Authors: Øyvind Langsrud [aut, cre]
Maintainer: Øyvind Langsrud <[email protected]>
License: Apache License 2.0 | file LICENSE
Version: 1.0.0
Built: 2025-03-05 07:10:09 UTC
Source: CRAN

Help Index


Calculation of C by solving equation 10 in the paper

Description

The limit calculated by FindAlpha is used when alpha =1 cannot be chosen (warning produced). In output, alpha is attribute.

Usage

CalculateCdirect(a, b, epsAlpha = 1e-07, AlphaHandler = warning, alpha = NULL)

CalculateC(a, b, ..., viaQR = NULL, returnAlpha = FALSE)

Arguments

a

matrix E in paper

b

matrix Eg in paper

epsAlpha

Precision constant for alpha calculation

AlphaHandler

Function (warning or stop) to be used when alpha<1

alpha

Possible with alpha as input instead of computing

...

Arguments to CalculateCdirect

viaQR

When TRUE QR is involved. This may be needed to handle colinear data.
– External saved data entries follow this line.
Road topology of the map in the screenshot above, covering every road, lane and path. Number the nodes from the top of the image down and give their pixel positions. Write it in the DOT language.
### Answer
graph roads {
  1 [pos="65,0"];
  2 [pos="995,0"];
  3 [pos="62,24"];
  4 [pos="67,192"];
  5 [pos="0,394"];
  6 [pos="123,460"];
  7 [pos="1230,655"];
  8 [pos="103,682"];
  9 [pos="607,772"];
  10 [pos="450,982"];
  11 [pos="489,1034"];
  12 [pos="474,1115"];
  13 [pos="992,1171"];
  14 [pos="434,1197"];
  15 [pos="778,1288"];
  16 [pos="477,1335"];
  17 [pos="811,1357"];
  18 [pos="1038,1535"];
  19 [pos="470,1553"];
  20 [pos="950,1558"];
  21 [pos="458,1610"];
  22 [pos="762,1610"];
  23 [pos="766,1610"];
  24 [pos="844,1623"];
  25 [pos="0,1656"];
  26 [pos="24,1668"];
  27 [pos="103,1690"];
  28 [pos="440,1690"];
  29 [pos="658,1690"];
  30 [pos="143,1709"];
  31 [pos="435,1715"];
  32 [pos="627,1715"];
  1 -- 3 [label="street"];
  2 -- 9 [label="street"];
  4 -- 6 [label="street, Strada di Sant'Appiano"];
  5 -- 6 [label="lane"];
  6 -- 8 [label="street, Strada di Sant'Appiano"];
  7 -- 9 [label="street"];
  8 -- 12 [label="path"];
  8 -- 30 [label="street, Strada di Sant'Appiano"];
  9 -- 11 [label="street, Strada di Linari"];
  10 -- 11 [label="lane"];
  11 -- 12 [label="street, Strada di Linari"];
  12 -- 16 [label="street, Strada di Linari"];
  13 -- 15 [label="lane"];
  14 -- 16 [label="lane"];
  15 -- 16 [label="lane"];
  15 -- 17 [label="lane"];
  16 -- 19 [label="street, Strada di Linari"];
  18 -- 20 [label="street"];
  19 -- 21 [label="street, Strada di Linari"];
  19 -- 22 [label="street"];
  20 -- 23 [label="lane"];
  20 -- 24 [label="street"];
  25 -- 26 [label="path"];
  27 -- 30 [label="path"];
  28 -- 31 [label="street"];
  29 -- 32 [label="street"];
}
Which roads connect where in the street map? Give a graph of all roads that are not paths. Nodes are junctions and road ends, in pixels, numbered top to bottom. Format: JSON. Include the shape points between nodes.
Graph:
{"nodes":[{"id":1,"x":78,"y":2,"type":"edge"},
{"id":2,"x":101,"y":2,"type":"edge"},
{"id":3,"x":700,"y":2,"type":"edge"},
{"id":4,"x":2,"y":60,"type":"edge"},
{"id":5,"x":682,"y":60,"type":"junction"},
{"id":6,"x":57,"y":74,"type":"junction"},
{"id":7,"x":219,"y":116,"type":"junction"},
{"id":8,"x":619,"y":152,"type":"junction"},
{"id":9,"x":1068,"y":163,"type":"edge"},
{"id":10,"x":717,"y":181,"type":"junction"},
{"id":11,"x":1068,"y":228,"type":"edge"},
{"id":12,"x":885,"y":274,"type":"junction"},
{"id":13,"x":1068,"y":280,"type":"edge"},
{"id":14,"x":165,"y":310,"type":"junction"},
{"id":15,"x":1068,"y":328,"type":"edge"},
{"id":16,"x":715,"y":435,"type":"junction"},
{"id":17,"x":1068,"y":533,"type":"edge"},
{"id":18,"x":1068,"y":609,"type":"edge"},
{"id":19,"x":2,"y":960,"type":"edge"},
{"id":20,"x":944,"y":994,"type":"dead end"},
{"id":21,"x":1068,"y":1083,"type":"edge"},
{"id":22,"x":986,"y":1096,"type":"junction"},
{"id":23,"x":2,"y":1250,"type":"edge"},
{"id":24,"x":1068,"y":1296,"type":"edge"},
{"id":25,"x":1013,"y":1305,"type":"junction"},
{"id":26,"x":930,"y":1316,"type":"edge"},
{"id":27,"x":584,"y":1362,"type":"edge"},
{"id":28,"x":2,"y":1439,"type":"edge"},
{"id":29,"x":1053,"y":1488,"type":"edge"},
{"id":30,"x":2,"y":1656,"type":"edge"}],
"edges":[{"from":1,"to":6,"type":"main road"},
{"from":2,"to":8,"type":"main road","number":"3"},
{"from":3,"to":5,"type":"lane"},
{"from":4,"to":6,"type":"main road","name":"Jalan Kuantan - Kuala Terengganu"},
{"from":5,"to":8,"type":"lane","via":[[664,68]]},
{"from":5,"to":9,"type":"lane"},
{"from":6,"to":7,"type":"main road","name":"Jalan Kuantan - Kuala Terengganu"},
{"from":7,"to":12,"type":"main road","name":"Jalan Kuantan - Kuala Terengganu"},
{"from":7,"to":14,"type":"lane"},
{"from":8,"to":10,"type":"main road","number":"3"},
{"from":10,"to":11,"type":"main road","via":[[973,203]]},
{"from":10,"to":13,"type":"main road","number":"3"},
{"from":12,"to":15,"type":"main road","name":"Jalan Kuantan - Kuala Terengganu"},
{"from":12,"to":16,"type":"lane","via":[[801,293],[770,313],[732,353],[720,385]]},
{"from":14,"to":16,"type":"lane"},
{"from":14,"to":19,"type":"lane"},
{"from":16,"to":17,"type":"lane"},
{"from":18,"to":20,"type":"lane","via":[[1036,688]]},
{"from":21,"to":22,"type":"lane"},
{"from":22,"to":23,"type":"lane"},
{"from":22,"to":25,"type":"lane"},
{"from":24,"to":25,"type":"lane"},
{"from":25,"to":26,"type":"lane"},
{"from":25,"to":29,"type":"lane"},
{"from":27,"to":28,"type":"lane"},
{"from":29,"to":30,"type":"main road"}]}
When NULL viaQR is set to TRUE if ordinary computations fail.

returnAlpha

When TRUE alpha (1 or value below 1) is returned instead of C. Attribute viaQR is included.

Details

When epsAlpha=NULL calculations are performed directly (alpha=1) and alpha is not attribute.

Value

Calculated C with attributes alpha and viaQR (when CalculateC)

Author(s)

Øyvind Langsrud

Examples

x <- 1:10
y <- matrix(rnorm(30) + 1:30, 10, 3)
a <- residuals(lm(y ~ x))
b <- residuals(lm(2 * y + matrix(rnorm(30), 10, 3) ~ x))

a1 <- a
b1 <- b
a1[, 3] <- a[, 1] + a[, 2]
b1[, 3] <- b[, 1] + b[, 2]

alpha <- FindAlpha(a, b)
FindAlphaSimple(a, b)  # Same result as above
CalculateC(a, b)
CalculateCdirect(a, b)  # Same result as above without viaQR attribute 
CalculateCdirect(a, b, alpha = alpha/(1 + 1e-07))  # Same result as above since epsAlpha = 1e-07
CalculateCdirect(a, b, alpha = alpha/2)  # OK
# CalculateCdirect(a,b, alpha = 2*alpha) # Not OK

FindAlpha(a, b1)
# FindAlphaSimple(a,b1) # Not working since b1 is collinear
CalculateC(a, b1, returnAlpha = TRUE)  # Almost same alpha as above (epsAlpha cause difference)

FindAlpha(b, a)
CalculateC(b, a, returnAlpha = TRUE)  # 1 returned (not same as above)
CalculateC(b, a)

FindAlpha(b1, a)   # alpha smaller than epsAlpha is set to 0 in CalculateC
CalculateC(b1, a)  # When alpha = 0 C is calculated by GenQR insetad of chol

Calculation of alpha

Description

Function to find the largest alpha that makes equation 10 in the paper solvable.

Usage

FindAlpha(a, b, tryViaQR = TRUE)

FindAlphaSimple(a, b)

Arguments

a

matrix E in paper

b

matrix Eg in paper

tryViaQR

When TRUE QR transformation used (to handle collinearity) when ordinary calculations fail.

Value

alpha

Note

FindAlphaSimple performs the calculations by a simple/direct method. FindAlpha is made to handle problematic special cases.

Author(s)

Øyvind Langsrud

See Also

See examples in the documentation of CalculateC


Generalized QR decomposition

Description

Matrix X decomposed as Q and R (X=QR) where columns of Q are orthonormal. Ordinary QR or SVD may be used.

Usage

GenQR(x, doSVD = FALSE, findR = TRUE, makeunique = findR, tol = 1e-07)

Arguments

x

Matrix to be decomposed

doSVD

When TRUE SVD instead of QR

findR

When FALSE only Q returned

makeunique

When TRUE force uniqueness by positive diagonal elements (QR) or by column sums (SVD)

tol

As input to qr or, in the case of svd(), similar as input to MASS::ginv().

Details

To handle dependency a usual decomposition of X is PX=QR where P is a permutation matrix. This function returns RP^T as R. When SVD, Q=U and R=SV^T.

Value

List with Q and R or just Q

Author(s)

Øyvind Langsrud

Examples

GenQR(matrix(rnorm(15),5,3))
   GenQR(matrix(rnorm(15),5,3)[,c(1,2,1,3)])
   GenQR(matrix(rnorm(15),5,3)[,c(1,2,1,3)],TRUE)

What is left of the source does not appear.